Research Overview
The research in the DMM group centres on helping users to manage, mine, understand, and explore their data, whether that is data that's in a traditional relational database, an information network, or genomic data.Research by faculty member
Laks Lakshmanan
As the world we live in is getting more and more networked, the need to understand, manage, and harness the data on the web is becoming critical. While data in traditional databases tends to be highly structured, with a clear notion of schema, data on the web is loosely structured (also called semi-structured), or worse, unstructured, and is often not accompained by any clear notion of schema. What does it mean to query this data? What do you look for when you mine this data? If there are several data sources containing related information, how do you combine the information in them to answer queries involving them all? How can you index such data for efficient storage and retrieval? What do you do when the data you want to analyze is not stored some place but is streaming through? My research has been concerned with addressing these questions. I am also interested in newer applications which challenge the foundations and technology of databases.

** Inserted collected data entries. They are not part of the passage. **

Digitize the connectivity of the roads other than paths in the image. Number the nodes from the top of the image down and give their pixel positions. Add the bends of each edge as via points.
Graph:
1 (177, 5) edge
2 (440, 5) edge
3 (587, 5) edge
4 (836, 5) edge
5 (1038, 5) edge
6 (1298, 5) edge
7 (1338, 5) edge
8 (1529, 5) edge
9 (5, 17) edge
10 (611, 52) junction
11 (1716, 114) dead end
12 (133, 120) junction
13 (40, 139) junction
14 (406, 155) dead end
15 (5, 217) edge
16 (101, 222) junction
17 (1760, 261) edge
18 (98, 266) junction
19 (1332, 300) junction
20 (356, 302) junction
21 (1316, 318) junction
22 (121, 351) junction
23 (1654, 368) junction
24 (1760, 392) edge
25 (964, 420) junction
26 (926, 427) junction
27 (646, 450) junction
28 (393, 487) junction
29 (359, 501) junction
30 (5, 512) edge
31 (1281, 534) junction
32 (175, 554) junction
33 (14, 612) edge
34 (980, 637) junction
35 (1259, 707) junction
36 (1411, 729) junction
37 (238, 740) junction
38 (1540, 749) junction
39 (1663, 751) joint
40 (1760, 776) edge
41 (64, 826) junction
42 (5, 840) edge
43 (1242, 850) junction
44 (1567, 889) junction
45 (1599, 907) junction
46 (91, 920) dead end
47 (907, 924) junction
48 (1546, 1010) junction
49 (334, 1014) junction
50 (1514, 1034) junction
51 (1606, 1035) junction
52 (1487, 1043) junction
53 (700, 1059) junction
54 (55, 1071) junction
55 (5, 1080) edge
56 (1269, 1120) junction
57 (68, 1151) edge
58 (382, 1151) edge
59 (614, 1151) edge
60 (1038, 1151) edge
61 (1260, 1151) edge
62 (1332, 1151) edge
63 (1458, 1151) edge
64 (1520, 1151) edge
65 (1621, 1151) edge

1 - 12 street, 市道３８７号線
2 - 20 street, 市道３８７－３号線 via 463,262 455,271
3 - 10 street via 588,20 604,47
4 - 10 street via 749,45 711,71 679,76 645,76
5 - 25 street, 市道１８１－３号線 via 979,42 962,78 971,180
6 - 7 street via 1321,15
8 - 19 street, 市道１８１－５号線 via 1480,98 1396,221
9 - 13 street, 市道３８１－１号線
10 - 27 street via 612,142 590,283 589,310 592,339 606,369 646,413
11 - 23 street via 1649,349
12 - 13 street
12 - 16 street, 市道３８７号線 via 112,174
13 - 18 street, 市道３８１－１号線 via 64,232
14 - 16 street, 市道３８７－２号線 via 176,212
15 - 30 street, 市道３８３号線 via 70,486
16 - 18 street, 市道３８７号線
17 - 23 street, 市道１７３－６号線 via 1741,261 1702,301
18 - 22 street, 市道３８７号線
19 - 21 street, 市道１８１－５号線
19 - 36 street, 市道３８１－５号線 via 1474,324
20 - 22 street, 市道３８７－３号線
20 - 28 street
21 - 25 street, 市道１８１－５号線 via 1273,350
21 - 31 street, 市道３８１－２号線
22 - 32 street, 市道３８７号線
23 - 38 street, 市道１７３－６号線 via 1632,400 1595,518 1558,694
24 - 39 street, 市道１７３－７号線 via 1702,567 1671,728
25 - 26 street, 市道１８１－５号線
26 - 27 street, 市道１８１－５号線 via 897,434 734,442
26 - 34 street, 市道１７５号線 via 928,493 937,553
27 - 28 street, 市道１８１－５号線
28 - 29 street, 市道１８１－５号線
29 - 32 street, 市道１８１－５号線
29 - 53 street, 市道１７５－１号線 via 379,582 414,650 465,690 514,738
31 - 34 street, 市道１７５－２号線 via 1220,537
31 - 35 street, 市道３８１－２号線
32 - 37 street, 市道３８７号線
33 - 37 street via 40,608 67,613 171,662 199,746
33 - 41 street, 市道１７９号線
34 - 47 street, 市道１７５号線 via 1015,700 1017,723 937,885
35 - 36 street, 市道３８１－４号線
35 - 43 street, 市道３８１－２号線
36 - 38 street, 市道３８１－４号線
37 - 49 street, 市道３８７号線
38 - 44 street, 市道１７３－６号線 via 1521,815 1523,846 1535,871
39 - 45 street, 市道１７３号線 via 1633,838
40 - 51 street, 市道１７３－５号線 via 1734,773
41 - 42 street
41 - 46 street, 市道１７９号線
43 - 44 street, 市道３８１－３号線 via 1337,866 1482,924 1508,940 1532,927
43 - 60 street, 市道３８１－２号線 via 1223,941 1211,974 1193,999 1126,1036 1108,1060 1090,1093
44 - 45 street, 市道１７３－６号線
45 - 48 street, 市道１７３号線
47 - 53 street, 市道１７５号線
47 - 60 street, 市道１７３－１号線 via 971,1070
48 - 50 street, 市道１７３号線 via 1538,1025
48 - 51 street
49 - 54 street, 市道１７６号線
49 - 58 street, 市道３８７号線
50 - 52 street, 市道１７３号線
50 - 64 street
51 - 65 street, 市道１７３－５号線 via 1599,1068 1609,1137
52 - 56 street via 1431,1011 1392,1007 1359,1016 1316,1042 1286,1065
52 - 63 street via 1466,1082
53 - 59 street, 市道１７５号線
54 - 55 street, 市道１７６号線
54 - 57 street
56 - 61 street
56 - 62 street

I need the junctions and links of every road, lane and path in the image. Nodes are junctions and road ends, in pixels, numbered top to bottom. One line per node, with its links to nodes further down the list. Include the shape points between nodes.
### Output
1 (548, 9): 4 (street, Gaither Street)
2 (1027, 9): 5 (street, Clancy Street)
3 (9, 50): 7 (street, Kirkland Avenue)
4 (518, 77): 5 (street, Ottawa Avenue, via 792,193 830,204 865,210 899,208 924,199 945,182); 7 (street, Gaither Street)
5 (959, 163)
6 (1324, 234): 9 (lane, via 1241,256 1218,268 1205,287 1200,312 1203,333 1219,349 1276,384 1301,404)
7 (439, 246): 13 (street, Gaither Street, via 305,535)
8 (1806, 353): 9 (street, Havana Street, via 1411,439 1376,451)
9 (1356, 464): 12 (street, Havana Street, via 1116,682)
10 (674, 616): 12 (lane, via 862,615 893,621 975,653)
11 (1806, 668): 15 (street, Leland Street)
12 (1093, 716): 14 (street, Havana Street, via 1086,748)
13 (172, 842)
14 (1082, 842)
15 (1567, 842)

More recently, I am interested in integrating the paradigms of database-style querying, IR-style search, and RecSys-style recommendations. And I want to do this taking user's context into account. Context as in the social neighborhood of the user as well as context as in the user's current information needs or her current task. Opinions and "intelligence" of the crowd is something to be naturally harnessed in this setting. Stay tuned for more information on what drives my research these days.
Raymond Ng
As the Chief Informatics Officer of the PROOF Centre of Excellence for the prevention of organ failures since 2008, I have been leading a team of computational scientists, statisticians and system biologists to conduct various genomics studies on heart, lung and kidney failures. The team oversees every aspect of "Big Data" from storage, quality control to data mining, model building, discovery and validation of biomarker panels. The team has developed state-of-the-art computational pipelines for every step of biomarker discovery and validation. Those analysis pipelines have been applied successfully to numerous studies. The flagship biomarker project of the PROOF Centre is the development of biomarker panels for diagnosing acute rejection on transplanted heart or kidney patients. Starting from 2004, with total funding in excess of $20 million Canadian dollars, we have worked diligently on every step of the process, from discovery, to validation and clinical implementation. There was also an international trial involving hundreds of patients in Canada, US, Australia and India. The panel for heart transplants, in particular, has been made into a new laboratory test, to be given to patients in St Paul’s hospital starting this year.
A totally different direction of my research contributions is the body of studies on summarizing and extracting information from written conversations, such as emails, blogs and tweets. Over the past 15 years, the group led by Carenini, a UBC colleague, and myself have published extensively in all the premier international forums. See here for more details. Our projects were partially funded by Google, IBM and SAP. This line of work has culminated into our book on summarizing text conversations. Since its publication in 2011, the book has become the third most downloaded books of the Morgan Claypool series on data management.
Lastly, I also lead a research program that focal areas: (A) aggregate query processing for wireless sensor networks; (B) topic modeling and sentiment extraction for text streams; (C) outlier detection and explanations; and (D) prefix based forecasting.
Rachel Pottinger
The research that my students and I are doing centres on (1) how to help people understand and explore their data, (2) how to manage data that is currently not well supported by databases, and (3) how data can be managed in situations where there are multiple databases. To that end, my students and I are currently exploring a number of topics, including:
-
Data lakes and open data are not easy to navigate. Trying to improve the ability for users to find the data that they are looking for is important to making the most of data. In this project we are focusing on table annotation and discovery in data lakes.
-
In many cases where analysis is being performed, a user may have an aggregation query to which she knows what the correct answer should be for one case. Trying to determine why the answer that the user is getting is different from the one provided by the “Oracle” is a frustrating and error-prone process. This project seeks to allow users to get feedback to why their aggregation queries are not providing the answer that they expect.
-
When asking queries, it can be useful to try to predict what the next query will be based on queries that have been asked in the past. This is part of a serious of long going project, most of which have used machine learning techniques.